We are looking for a Pre-training Research Engineer to join our team. You will own the data and compute pipelines that transform raw pixels, depth, language and control signals into high-entropy pre-training fuel—at 10x the speed and 40x the cost-efficiency of incumbent stacks .

What you'll work on

Scale the corpus. Build ingestion, deduplication and storage services that absorb petabytes of synthetic and real multimodal data each month without breaking sweat.
Design tokenizers & objectives. Create video-, depth- and action-aware token schemes plus masked, contrastive and predictive losses that help the model reason about causality.
Optimize distributed training. Architect data-parallel + pipeline-parallel jobs across thousands of GPUs; tune I/O, NVLink / InfiniBand throughput and mixed-precision kernels for maximal step/sec.
Automate curriculum flow. Orchestrate the Synthetic → AR → Robotics progression so the model graduates from safe simulation to real-world footage with minimal human intervention
Hard-loop with Hardware. Co-design on-device compression codecs and edge pre-processors so every Insight Glasses user streams clean, loss-aware tensors straight into the training lake.
Ship, measure, repeat.
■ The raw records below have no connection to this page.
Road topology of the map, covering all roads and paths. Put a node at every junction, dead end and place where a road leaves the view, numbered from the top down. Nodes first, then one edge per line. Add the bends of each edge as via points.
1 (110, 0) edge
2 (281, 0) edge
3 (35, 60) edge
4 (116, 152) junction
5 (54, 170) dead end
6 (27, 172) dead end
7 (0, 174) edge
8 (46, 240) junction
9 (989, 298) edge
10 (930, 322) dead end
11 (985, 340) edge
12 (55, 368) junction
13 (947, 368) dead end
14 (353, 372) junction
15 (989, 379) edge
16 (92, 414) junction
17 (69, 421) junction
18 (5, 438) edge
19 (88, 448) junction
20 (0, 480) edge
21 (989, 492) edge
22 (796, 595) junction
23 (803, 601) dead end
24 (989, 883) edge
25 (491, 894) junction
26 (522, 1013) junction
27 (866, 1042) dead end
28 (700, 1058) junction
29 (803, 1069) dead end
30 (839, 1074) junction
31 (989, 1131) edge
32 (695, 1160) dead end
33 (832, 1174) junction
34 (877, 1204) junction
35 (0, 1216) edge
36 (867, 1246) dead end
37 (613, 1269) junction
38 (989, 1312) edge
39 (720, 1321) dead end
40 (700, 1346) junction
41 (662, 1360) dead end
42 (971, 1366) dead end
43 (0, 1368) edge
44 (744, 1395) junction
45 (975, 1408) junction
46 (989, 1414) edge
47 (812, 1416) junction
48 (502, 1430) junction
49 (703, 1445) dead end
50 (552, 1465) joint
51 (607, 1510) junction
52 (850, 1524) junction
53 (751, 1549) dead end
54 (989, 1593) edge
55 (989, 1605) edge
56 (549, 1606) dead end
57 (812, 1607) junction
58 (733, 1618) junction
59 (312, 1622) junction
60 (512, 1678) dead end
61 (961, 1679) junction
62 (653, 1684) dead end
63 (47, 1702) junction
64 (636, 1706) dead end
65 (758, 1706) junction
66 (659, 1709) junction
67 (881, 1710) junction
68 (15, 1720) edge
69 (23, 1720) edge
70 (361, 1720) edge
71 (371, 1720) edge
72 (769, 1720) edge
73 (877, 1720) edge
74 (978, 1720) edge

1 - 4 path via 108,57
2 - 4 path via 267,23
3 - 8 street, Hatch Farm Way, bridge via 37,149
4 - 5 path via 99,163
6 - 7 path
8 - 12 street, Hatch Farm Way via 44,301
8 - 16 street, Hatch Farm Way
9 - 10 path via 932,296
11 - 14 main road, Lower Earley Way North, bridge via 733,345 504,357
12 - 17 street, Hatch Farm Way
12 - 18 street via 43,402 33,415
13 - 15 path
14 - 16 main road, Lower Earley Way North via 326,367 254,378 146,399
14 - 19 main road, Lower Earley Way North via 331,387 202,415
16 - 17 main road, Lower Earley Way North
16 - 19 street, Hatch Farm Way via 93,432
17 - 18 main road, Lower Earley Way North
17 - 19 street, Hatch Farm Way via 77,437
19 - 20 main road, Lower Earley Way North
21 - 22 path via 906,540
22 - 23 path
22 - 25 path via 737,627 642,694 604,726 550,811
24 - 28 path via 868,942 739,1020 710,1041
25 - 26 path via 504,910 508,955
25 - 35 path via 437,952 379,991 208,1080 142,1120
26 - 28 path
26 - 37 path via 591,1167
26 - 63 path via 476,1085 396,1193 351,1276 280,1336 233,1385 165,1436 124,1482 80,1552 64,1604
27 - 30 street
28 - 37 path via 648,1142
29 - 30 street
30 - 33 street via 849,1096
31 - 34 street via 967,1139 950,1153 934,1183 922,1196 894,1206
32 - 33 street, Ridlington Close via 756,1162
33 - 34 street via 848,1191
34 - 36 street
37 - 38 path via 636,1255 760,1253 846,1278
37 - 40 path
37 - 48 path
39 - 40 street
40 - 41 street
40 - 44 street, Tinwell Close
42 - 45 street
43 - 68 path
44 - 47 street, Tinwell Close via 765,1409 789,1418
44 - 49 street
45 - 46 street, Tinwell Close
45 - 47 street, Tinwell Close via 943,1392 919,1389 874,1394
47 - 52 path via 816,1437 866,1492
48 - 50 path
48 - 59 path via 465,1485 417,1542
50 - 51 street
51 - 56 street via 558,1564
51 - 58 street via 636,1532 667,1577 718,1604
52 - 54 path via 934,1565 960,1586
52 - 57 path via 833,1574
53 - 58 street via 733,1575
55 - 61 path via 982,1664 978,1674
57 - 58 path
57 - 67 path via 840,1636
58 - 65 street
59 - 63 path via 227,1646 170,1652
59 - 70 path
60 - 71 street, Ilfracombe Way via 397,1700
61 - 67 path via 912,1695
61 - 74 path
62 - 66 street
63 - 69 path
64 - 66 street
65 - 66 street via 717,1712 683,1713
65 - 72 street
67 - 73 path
Stand up dashboards, alerts and eval suites that surface learning curves in near-real time—and let you patch data gaps before the next nightly run.
Work with Emma, our proprietary GPU programming language, to optimize the training pipeline for maximal throughput and efficiency.
Work with Kernel, Data and Research teams to benchmark new silicon, push upstream patches and land model-compatible ops within hours of a new architecture drop

What we're looking for

BS/MS (or equivalent experience) in CS, EE or a related field with heavy focus on distributed systems or machine-learning infrastructure.
5+ years engineering large-scale data or training systems; fluent in Python & modern C++ with deep knowledge of PyTorch (DataLoader, TorchDynamo) or JAX/Flax.
Production experience with Kubernetes, Ray, DeepSpeed, Megatron-LM or similar multi-node stacks; comfortable debugging NCCL, CUDA graphs and RDMA.
Strong grasp of data-centric AI—dataset quality, active sampling, synthetic augmentation, bias & privacy safeguards.
Bonus points for DSL / compiler work (MLIR, TVM), lossless video codecs, or prior contributions to foundation-model pre-training at the terabyte-plus scale.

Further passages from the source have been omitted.